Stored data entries
_ _ _ _ _ _ _

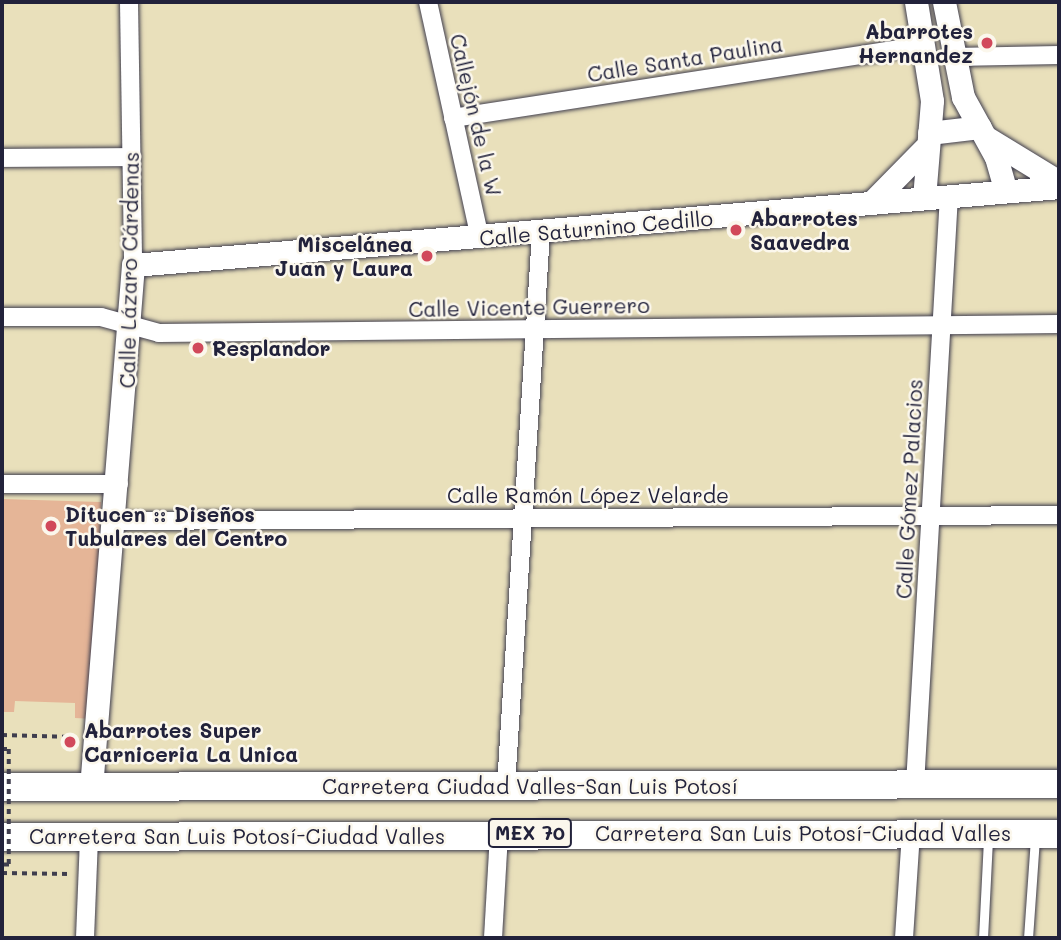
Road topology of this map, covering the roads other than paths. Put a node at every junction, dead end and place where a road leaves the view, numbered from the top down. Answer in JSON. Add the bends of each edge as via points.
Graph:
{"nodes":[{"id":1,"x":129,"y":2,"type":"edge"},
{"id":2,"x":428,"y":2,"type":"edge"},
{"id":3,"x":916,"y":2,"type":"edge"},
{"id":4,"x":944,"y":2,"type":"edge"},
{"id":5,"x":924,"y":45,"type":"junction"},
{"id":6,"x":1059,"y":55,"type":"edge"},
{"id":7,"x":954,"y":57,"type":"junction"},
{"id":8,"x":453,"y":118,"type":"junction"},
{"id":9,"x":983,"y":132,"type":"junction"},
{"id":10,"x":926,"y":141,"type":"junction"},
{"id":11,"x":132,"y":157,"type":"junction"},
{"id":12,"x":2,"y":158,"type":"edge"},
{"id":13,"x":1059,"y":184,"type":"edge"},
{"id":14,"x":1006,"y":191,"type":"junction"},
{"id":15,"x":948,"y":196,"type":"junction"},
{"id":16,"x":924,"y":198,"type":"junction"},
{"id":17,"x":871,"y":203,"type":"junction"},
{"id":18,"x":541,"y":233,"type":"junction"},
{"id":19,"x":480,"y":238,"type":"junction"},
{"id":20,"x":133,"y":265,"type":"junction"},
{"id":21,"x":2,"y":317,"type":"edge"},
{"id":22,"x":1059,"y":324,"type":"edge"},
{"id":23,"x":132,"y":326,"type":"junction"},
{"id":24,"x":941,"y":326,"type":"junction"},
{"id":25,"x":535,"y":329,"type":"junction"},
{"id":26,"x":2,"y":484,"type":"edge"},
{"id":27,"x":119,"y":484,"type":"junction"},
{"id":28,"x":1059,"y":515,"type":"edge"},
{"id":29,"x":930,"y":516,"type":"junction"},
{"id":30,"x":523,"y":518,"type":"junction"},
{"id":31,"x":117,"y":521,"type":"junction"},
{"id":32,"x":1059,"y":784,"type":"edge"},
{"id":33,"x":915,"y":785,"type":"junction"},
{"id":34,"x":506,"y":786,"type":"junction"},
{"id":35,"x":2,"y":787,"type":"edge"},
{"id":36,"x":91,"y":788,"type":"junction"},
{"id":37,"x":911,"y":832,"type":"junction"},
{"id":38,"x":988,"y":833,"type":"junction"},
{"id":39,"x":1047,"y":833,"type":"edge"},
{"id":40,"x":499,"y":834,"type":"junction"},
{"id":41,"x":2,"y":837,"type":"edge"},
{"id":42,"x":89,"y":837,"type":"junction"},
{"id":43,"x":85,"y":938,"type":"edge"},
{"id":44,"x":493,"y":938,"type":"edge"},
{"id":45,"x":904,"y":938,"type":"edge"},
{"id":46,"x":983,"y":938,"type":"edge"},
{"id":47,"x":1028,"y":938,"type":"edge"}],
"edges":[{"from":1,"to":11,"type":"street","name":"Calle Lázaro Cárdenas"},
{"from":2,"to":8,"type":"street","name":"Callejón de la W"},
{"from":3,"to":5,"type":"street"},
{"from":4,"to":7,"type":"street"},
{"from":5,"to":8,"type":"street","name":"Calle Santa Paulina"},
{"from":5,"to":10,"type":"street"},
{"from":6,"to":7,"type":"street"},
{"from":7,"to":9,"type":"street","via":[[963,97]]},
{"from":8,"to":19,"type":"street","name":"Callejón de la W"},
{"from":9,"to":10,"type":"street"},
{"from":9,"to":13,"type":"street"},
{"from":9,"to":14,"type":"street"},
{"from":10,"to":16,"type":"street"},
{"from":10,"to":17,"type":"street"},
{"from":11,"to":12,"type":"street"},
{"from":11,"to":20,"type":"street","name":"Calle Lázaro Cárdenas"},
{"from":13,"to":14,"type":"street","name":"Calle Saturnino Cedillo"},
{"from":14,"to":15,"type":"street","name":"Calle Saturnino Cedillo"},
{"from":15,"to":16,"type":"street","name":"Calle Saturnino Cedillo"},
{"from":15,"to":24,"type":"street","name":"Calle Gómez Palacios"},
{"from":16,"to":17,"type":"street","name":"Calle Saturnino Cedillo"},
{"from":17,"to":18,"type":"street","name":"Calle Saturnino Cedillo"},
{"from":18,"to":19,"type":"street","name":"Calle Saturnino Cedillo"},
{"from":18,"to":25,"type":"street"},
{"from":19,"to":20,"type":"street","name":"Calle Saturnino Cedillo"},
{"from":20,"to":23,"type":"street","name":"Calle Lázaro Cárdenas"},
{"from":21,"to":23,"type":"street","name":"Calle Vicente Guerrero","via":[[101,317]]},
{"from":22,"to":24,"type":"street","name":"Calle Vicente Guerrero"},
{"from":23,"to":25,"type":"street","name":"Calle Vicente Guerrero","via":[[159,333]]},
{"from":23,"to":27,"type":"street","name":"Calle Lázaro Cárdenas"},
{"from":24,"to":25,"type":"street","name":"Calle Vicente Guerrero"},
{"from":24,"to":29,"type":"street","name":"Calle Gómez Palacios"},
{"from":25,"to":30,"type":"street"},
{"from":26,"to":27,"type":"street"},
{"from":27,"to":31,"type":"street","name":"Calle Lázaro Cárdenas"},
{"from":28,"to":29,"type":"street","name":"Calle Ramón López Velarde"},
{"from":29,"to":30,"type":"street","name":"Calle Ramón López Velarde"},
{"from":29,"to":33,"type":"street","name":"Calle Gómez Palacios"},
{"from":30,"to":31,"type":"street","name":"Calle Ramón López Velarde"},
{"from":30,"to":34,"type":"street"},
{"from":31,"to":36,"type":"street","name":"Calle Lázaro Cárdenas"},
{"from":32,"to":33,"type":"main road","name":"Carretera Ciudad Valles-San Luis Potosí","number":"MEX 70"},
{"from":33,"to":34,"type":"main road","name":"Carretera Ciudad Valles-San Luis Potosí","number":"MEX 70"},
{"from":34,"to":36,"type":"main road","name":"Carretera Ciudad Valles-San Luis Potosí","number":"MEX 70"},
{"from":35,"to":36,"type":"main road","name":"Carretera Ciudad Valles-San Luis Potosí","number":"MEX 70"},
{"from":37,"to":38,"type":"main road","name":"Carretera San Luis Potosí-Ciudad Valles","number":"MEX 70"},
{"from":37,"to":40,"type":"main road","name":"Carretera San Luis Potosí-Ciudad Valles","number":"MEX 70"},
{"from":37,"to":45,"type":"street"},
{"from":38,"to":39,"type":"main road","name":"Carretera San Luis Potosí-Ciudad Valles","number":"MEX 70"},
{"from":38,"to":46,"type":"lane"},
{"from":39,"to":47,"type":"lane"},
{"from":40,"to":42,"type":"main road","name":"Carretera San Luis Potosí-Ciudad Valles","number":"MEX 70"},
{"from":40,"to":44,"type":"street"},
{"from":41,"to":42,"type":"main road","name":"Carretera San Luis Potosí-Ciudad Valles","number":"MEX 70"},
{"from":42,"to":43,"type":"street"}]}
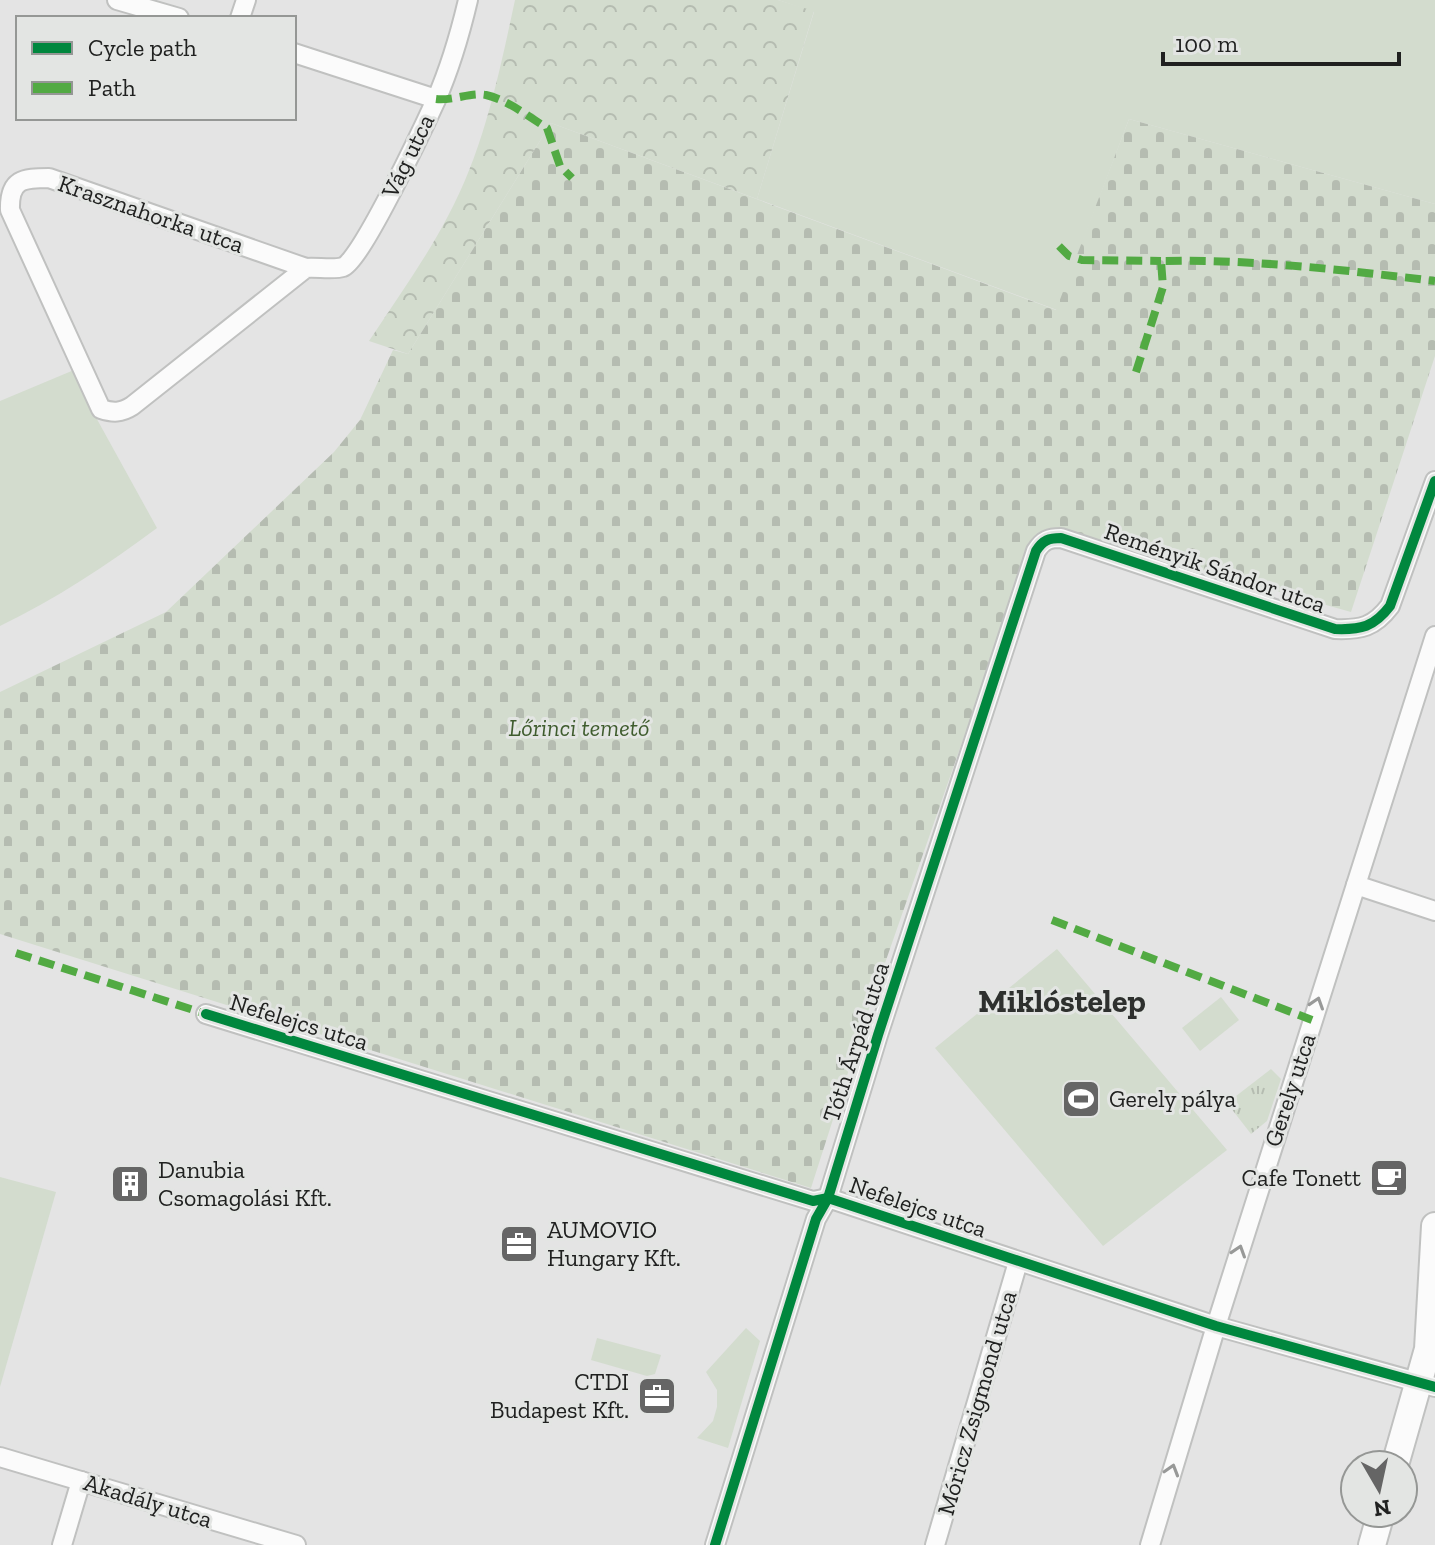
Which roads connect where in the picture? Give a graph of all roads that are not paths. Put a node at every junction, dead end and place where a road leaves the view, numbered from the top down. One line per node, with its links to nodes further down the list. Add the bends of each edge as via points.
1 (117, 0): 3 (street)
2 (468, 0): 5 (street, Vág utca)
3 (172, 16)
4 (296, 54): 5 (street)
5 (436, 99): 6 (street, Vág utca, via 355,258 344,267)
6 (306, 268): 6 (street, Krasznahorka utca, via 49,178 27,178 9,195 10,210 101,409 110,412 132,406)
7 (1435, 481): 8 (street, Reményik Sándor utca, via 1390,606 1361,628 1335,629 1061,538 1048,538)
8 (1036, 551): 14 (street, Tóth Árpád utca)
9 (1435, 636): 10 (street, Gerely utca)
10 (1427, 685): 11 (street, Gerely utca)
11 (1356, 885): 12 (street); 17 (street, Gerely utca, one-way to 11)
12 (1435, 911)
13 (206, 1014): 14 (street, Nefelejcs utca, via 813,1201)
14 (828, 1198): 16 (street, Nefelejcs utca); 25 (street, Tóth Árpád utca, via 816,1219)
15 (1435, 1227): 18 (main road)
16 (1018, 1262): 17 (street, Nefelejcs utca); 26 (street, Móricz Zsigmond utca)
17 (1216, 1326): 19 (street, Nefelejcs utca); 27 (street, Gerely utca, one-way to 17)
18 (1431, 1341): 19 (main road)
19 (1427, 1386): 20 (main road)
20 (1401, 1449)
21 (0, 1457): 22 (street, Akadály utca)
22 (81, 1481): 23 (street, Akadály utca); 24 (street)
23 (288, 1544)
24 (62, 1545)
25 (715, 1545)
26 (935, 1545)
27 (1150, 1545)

_ _ _ _ _ _ _

Give back exactly the lines from the line containing "Which roads connect" to the end of the entries, and no other lines.

_Written solution_
Which roads connect where in the picture? Give a graph of all roads that are not paths. Put a node at every junction, dead end and place where a road leaves the view, numbered from the top down. One line per node, with its links to nodes further down the list. Add the bends of each edge as via points.
1 (117, 0): 3 (street)
2 (468, 0): 5 (street, Vág utca)
3 (172, 16)
4 (296, 54): 5 (street)
5 (436, 99): 6 (street, Vág utca, via 355,258 344,267)
6 (306, 268): 6 (street, Krasznahorka utca, via 49,178 27,178 9,195 10,210 101,409 110,412 132,406)
7 (1435, 481): 8 (street, Reményik Sándor utca, via 1390,606 1361,628 1335,629 1061,538 1048,538)
8 (1036, 551): 14 (street, Tóth Árpád utca)
9 (1435, 636): 10 (street, Gerely utca)
10 (1427, 685): 11 (street, Gerely utca)
11 (1356, 885): 12 (street); 17 (street, Gerely utca, one-way to 11)
12 (1435, 911)
13 (206, 1014): 14 (street, Nefelejcs utca, via 813,1201)
14 (828, 1198): 16 (street, Nefelejcs utca); 25 (street, Tóth Árpád utca, via 816,1219)
15 (1435, 1227): 18 (main road)
16 (1018, 1262): 17 (street, Nefelejcs utca); 26 (street, Móricz Zsigmond utca)
17 (1216, 1326): 19 (street, Nefelejcs utca); 27 (street, Gerely utca, one-way to 17)
18 (1431, 1341): 19 (main road)
19 (1427, 1386): 20 (main road)
20 (1401, 1449)
21 (0, 1457): 22 (street, Akadály utca)
22 (81, 1481): 23 (street, Akadály utca); 24 (street)
23 (288, 1544)
24 (62, 1545)
25 (715, 1545)
26 (935, 1545)
27 (1150, 1545)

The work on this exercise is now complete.